Work instruction
Identify and pull out each line of the entries in which "Anle" occurs.
START Supplied material
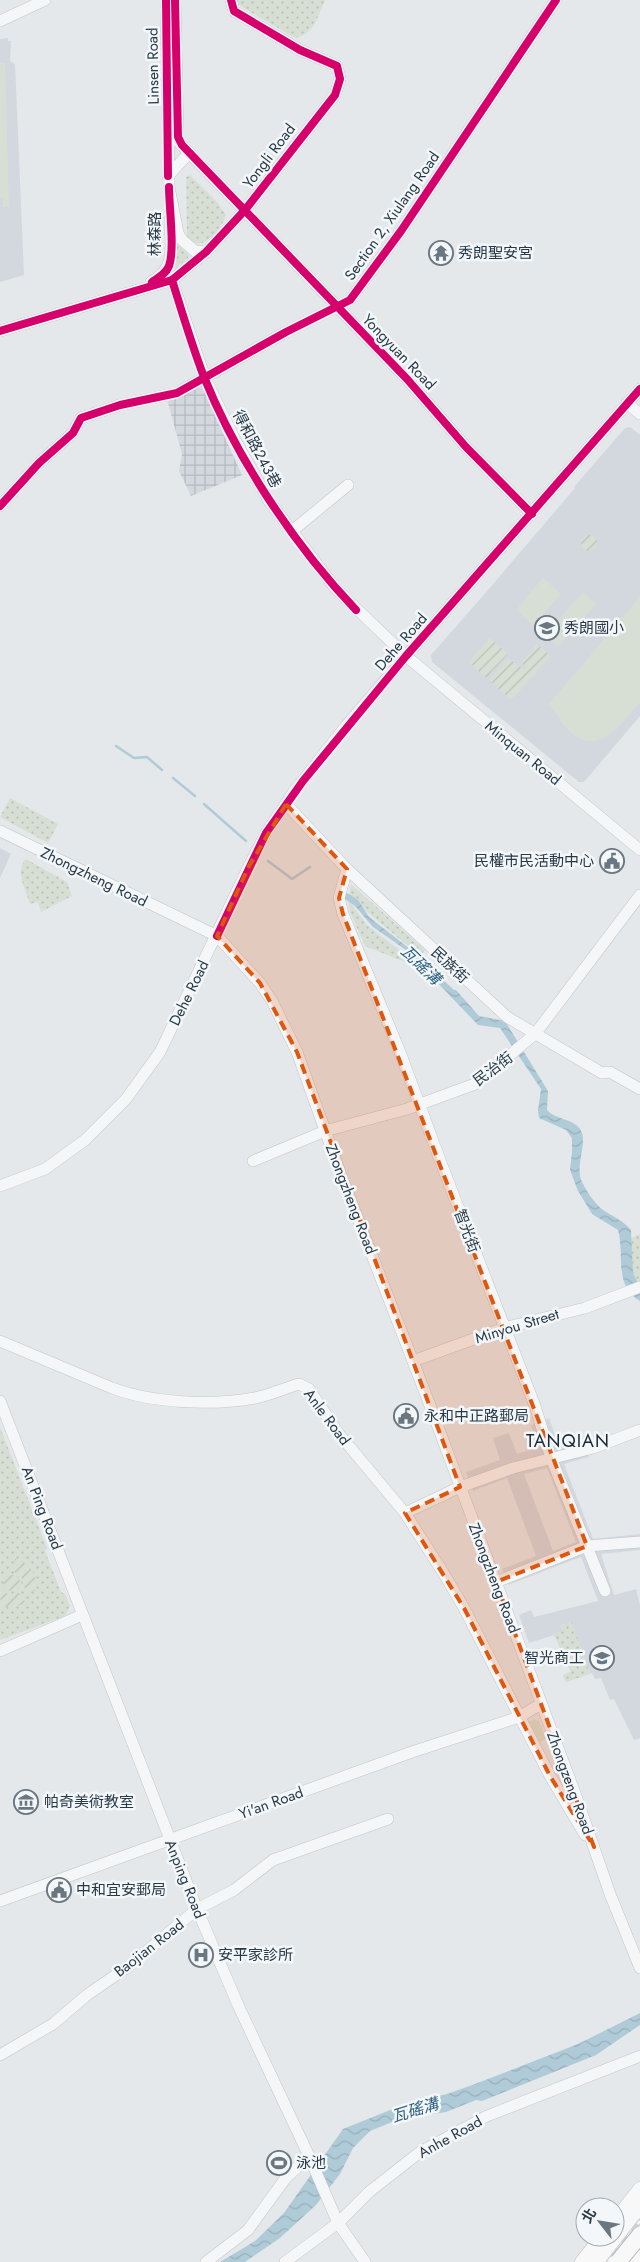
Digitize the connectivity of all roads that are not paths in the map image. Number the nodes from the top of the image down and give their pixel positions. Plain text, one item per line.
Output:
1 (45, 0) edge
2 (166, 0) edge
3 (175, 0) edge
4 (231, 0) edge
5 (556, 0) edge
6 (0, 21) edge
7 (168, 131) junction
8 (186, 149) junction
9 (168, 182) junction
10 (245, 210) junction
11 (206, 252) junction
12 (172, 280) junction
13 (134, 292) junction
14 (336, 308) junction
15 (0, 331) edge
16 (205, 378) junction
17 (640, 389) edge
18 (627, 403) junction
19 (640, 414) edge
20 (348, 485) dead end
21 (0, 506) edge
22 (532, 514) junction
23 (292, 531) junction
24 (406, 656) junction
25 (286, 804) junction
26 (0, 831) edge
27 (640, 850) edge
28 (347, 869) junction
29 (640, 896) edge
30 (217, 936) junction
31 (535, 1034) junction
32 (640, 1089) edge
33 (419, 1105) junction
34 (325, 1131) junction
35 (253, 1161) dead end
36 (0, 1186) edge
37 (639, 1288) edge
38 (504, 1328) junction
39 (0, 1341) edge
40 (413, 1361) junction
41 (0, 1401) edge
42 (640, 1430) edge
43 (551, 1458) junction
44 (460, 1487) junction
45 (406, 1513) junction
46 (640, 1542) edge
47 (587, 1546) junction
48 (496, 1582) junction
49 (605, 1591) dead end
50 (82, 1615) junction
51 (0, 1651) edge
52 (541, 1704) junction
53 (519, 1717) junction
54 (388, 1819) dead end
55 (169, 1840) junction
56 (594, 1847) junction
57 (0, 1901) edge
58 (197, 1910) junction
59 (640, 1968) edge
60 (0, 2055) edge
61 (640, 2056) edge
62 (311, 2161) junction
63 (640, 2189) edge
64 (640, 2206) edge
65 (625, 2208) edge
66 (338, 2224) junction
67 (640, 2235) edge
68 (640, 2246) edge
69 (594, 2247) edge
70 (640, 2251) edge
71 (206, 2262) edge
72 (285, 2262) edge
73 (366, 2262) edge
74 (582, 2262) edge
75 (596, 2262) edge
76 (600, 2262) edge
77 (618, 2262) edge
78 (631, 2262) edge

1 - 6 street
2 - 7 street, Linsen Road
3 - 8 street, Linsen Road
4 - 10 street, Yongli Road
5 - 14 street, Section 2, Xiulang Road
7 - 8 street
7 - 9 street, Linsen Road
8 - 9 street
8 - 10 street, Yongyuan Road
9 - 11 street
9 - 13 street, 林森路
10 - 11 street, Yongli Road
10 - 14 street, Yongyuan Road
11 - 12 street, Yongli Road
12 - 13 street, Yongli Road
12 - 16 street, 得和路243巷
13 - 15 street, Yongli Road
14 - 16 street, Section 2, Xiulang Road
14 - 22 street, Yongyuan Road
16 - 21 street, Section 2, Xiulang Road
16 - 23 street, 得和路243巷
17 - 18 street, Dehe Road
18 - 19 street
18 - 22 street, Dehe Road
20 - 23 street
22 - 24 street, Dehe Road
23 - 24 street, 得和路243巷
24 - 25 street, Dehe Road
24 - 27 street, Minquan Road
25 - 28 street, 民族街
25 - 30 street, Dehe Road
26 - 30 street, Zhongzheng Road
28 - 31 street, 民族街
28 - 33 street, 智光街
29 - 31 street, 民治街
30 - 34 street, Zhongzheng Road
30 - 36 street, Dehe Road
31 - 32 street, 民族街
31 - 33 street, 民治街
33 - 34 street, 民治街
33 - 38 street, 智光街
34 - 35 street, 民治街
34 - 40 street, Zhongzheng Road
37 - 38 street, Minyou Street
38 - 40 street, Minyou Street
38 - 43 street, 智光街
39 - 45 street, Anle Road
40 - 44 street, Zhongzheng Road
41 - 50 street, An Ping Road
42 - 43 street
43 - 44 street
43 - 47 street, 智光街
44 - 45 street
44 - 48 street, Zhongzheng Road
45 - 53 street, Anle Road
46 - 47 street
47 - 48 street
47 - 49 street, 智光街
48 - 52 street, Zhongzheng Road
50 - 51 street
50 - 55 street, Anping Road
52 - 53 street, Yi'an Road
52 - 56 street, Zhongzeng Road
53 - 55 street, Yi'an Road
53 - 56 street, Anle Road
54 - 58 street, Baojian Road
55 - 57 street, Yi'an Road
55 - 58 street, Anping Road
56 - 59 street, Zhongzeng Road
58 - 60 street, Baojian Road
58 - 62 street, Anping Road
61 - 66 street, Anhe Road
62 - 66 street, Anping Road
62 - 71 street
63 - 65 main road
64 - 75 highway
66 - 72 street, Anhe Road
66 - 73 street
67 - 77 highway, bridge
68 - 76 main road
69 - 74 main road
70 - 78 main road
END Supplied material
Solution
39 - 45 street, Anle Road
45 - 53 street, Anle Road
53 - 56 street, Anle Road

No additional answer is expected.